**Task instructions**
Please tell how many of the lines below contain "graph", using only a number.

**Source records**
[Start of Attachment]

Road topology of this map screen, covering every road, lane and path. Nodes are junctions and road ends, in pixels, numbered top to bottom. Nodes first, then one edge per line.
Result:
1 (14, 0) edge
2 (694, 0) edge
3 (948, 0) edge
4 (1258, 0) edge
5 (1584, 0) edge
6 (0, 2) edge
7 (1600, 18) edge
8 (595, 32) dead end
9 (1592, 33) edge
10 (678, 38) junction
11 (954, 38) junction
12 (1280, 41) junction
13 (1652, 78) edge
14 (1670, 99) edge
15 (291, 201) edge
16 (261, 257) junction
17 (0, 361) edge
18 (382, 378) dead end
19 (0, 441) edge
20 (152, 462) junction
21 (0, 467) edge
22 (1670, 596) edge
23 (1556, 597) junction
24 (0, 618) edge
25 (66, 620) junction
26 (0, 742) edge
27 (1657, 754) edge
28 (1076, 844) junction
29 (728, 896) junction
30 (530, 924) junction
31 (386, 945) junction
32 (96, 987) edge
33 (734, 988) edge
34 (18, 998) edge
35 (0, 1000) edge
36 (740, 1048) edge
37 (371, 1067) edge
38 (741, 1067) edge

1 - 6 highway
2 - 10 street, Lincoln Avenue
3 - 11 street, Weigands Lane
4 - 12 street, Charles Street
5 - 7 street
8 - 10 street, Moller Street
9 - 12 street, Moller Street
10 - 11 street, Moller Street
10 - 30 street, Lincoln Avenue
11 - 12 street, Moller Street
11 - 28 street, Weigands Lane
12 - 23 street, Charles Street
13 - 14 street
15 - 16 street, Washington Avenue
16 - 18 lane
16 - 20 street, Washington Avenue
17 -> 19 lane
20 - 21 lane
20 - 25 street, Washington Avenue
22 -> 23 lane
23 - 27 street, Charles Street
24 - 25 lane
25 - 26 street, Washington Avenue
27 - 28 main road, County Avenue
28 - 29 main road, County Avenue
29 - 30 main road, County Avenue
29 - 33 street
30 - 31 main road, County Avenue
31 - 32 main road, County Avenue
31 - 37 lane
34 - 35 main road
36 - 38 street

[End of Attachment]
[Start of Attachment]

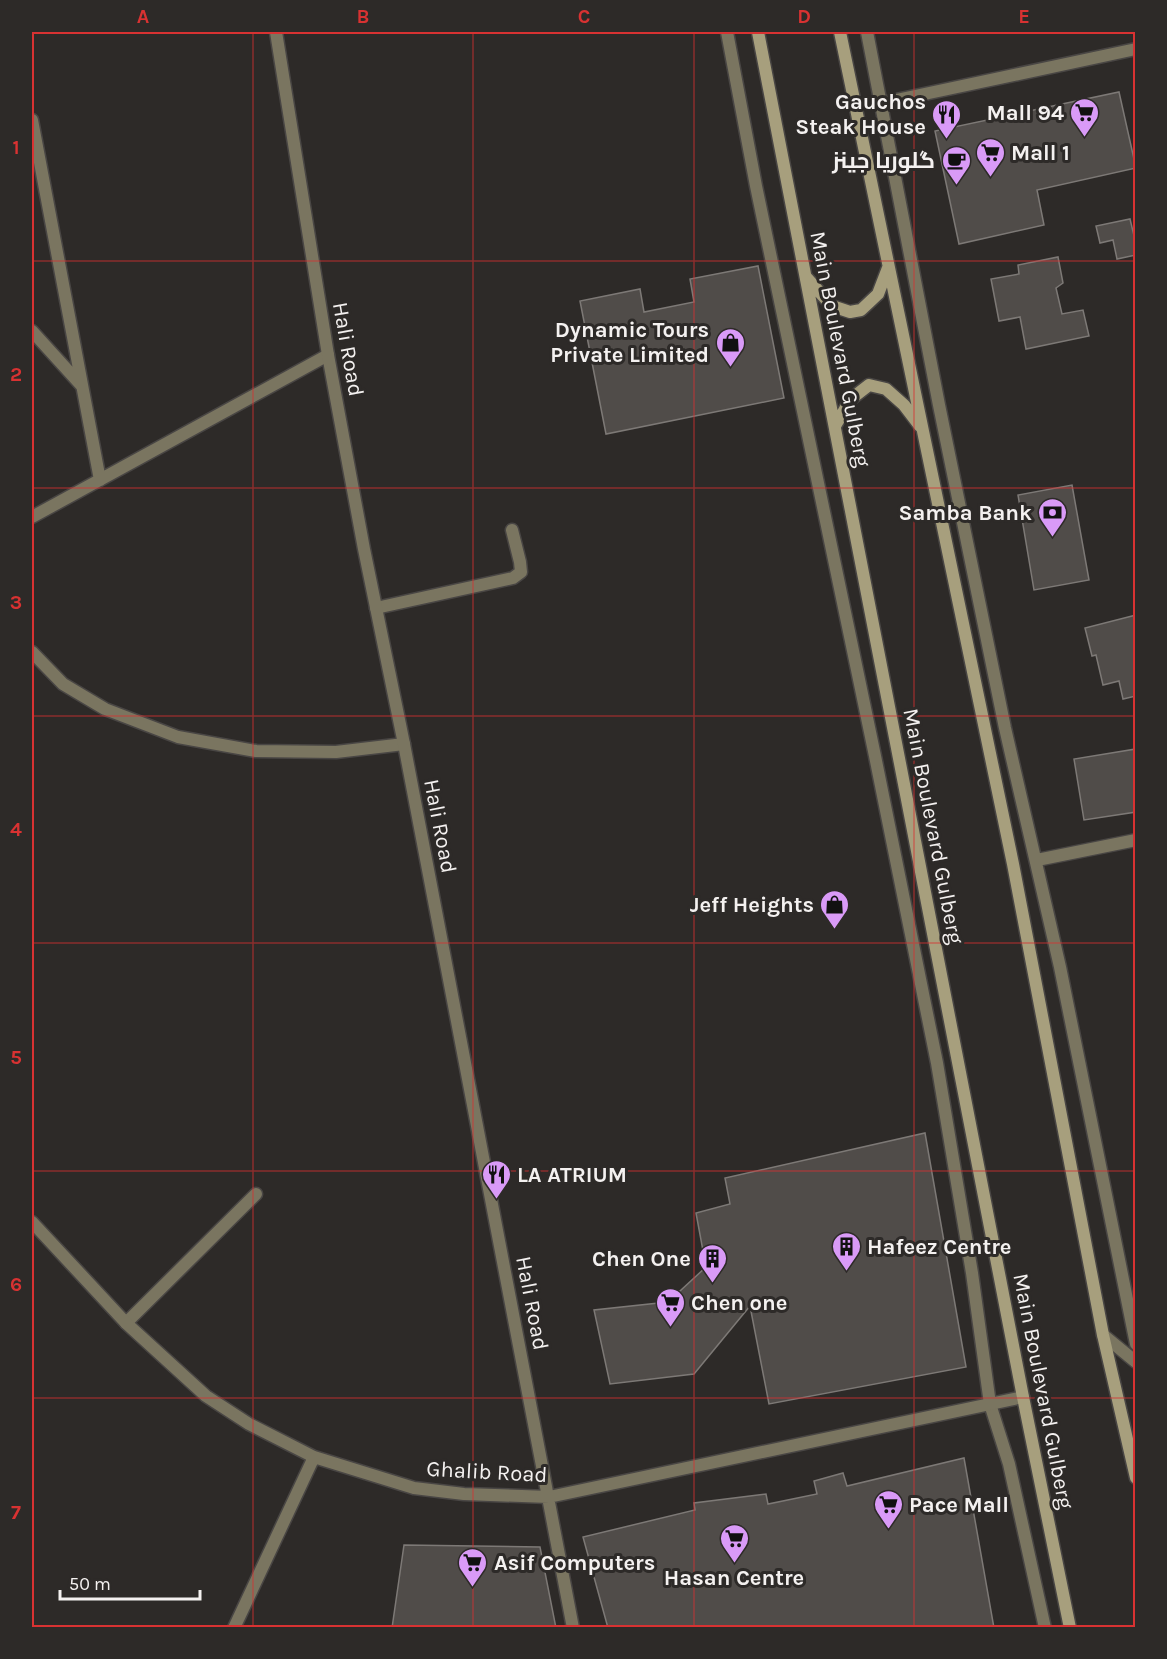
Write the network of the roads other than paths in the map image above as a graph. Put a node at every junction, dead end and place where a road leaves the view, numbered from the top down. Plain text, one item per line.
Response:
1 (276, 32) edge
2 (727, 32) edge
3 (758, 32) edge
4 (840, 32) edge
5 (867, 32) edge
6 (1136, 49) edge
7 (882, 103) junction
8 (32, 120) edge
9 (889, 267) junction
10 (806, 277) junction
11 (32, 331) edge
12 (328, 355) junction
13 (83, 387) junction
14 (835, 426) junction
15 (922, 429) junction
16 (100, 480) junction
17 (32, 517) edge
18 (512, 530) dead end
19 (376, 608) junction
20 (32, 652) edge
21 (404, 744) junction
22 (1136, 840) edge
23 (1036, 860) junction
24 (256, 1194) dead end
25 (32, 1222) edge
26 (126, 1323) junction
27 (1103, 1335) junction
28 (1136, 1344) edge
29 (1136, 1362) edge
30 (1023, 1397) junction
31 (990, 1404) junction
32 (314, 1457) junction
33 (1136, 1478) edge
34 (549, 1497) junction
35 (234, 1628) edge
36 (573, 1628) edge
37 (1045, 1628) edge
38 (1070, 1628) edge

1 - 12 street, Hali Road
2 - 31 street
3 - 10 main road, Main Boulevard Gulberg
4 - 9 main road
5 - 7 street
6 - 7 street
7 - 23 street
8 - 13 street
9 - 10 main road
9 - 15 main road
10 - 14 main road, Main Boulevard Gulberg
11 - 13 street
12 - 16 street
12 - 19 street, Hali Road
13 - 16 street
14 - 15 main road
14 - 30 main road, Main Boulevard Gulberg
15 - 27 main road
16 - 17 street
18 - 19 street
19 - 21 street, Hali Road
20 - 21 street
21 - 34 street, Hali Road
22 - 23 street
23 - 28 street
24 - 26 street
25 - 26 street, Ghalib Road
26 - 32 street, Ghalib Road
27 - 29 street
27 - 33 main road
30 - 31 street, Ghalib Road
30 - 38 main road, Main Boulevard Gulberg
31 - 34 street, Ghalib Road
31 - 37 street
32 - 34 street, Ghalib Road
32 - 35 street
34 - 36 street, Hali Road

[End of Attachment]
[Start of Attachment]

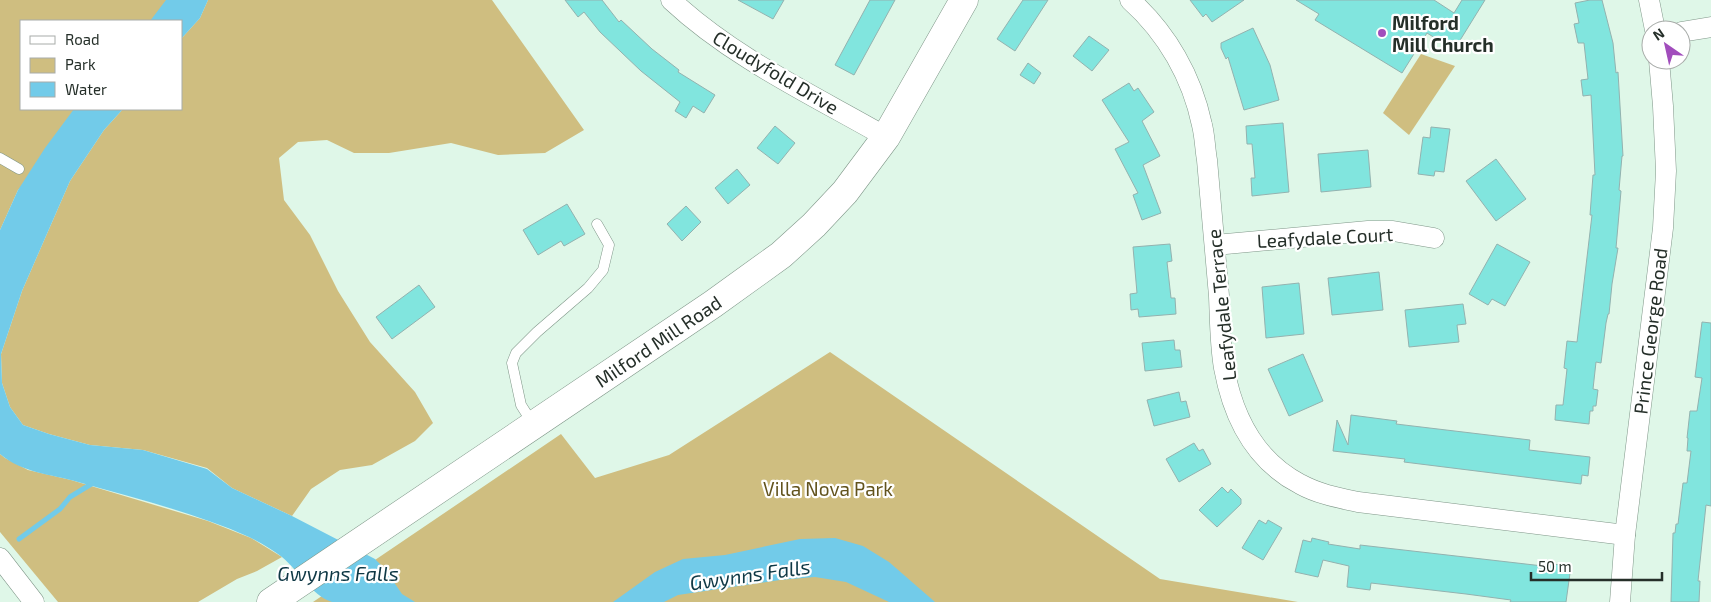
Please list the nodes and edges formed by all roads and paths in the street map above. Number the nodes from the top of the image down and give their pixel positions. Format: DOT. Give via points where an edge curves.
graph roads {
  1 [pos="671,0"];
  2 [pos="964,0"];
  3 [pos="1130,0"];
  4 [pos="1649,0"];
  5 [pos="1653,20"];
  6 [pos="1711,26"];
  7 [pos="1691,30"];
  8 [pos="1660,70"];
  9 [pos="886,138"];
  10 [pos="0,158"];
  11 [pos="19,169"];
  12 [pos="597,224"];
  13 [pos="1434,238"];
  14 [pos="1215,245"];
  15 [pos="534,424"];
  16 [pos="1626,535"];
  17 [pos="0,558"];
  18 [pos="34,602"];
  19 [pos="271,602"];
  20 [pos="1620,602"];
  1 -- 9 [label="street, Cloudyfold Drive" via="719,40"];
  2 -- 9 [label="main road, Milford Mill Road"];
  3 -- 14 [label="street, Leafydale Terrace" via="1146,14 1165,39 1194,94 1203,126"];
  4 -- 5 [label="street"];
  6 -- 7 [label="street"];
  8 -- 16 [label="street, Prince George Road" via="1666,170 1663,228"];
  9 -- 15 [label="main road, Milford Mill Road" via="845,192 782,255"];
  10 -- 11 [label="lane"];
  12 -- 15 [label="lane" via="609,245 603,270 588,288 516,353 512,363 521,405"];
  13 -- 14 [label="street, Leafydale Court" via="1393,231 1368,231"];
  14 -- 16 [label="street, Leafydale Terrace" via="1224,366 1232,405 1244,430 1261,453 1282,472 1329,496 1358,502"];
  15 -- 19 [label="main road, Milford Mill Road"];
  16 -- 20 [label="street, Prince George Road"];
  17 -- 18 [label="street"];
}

[End of Attachment]

**Finished exercise**
2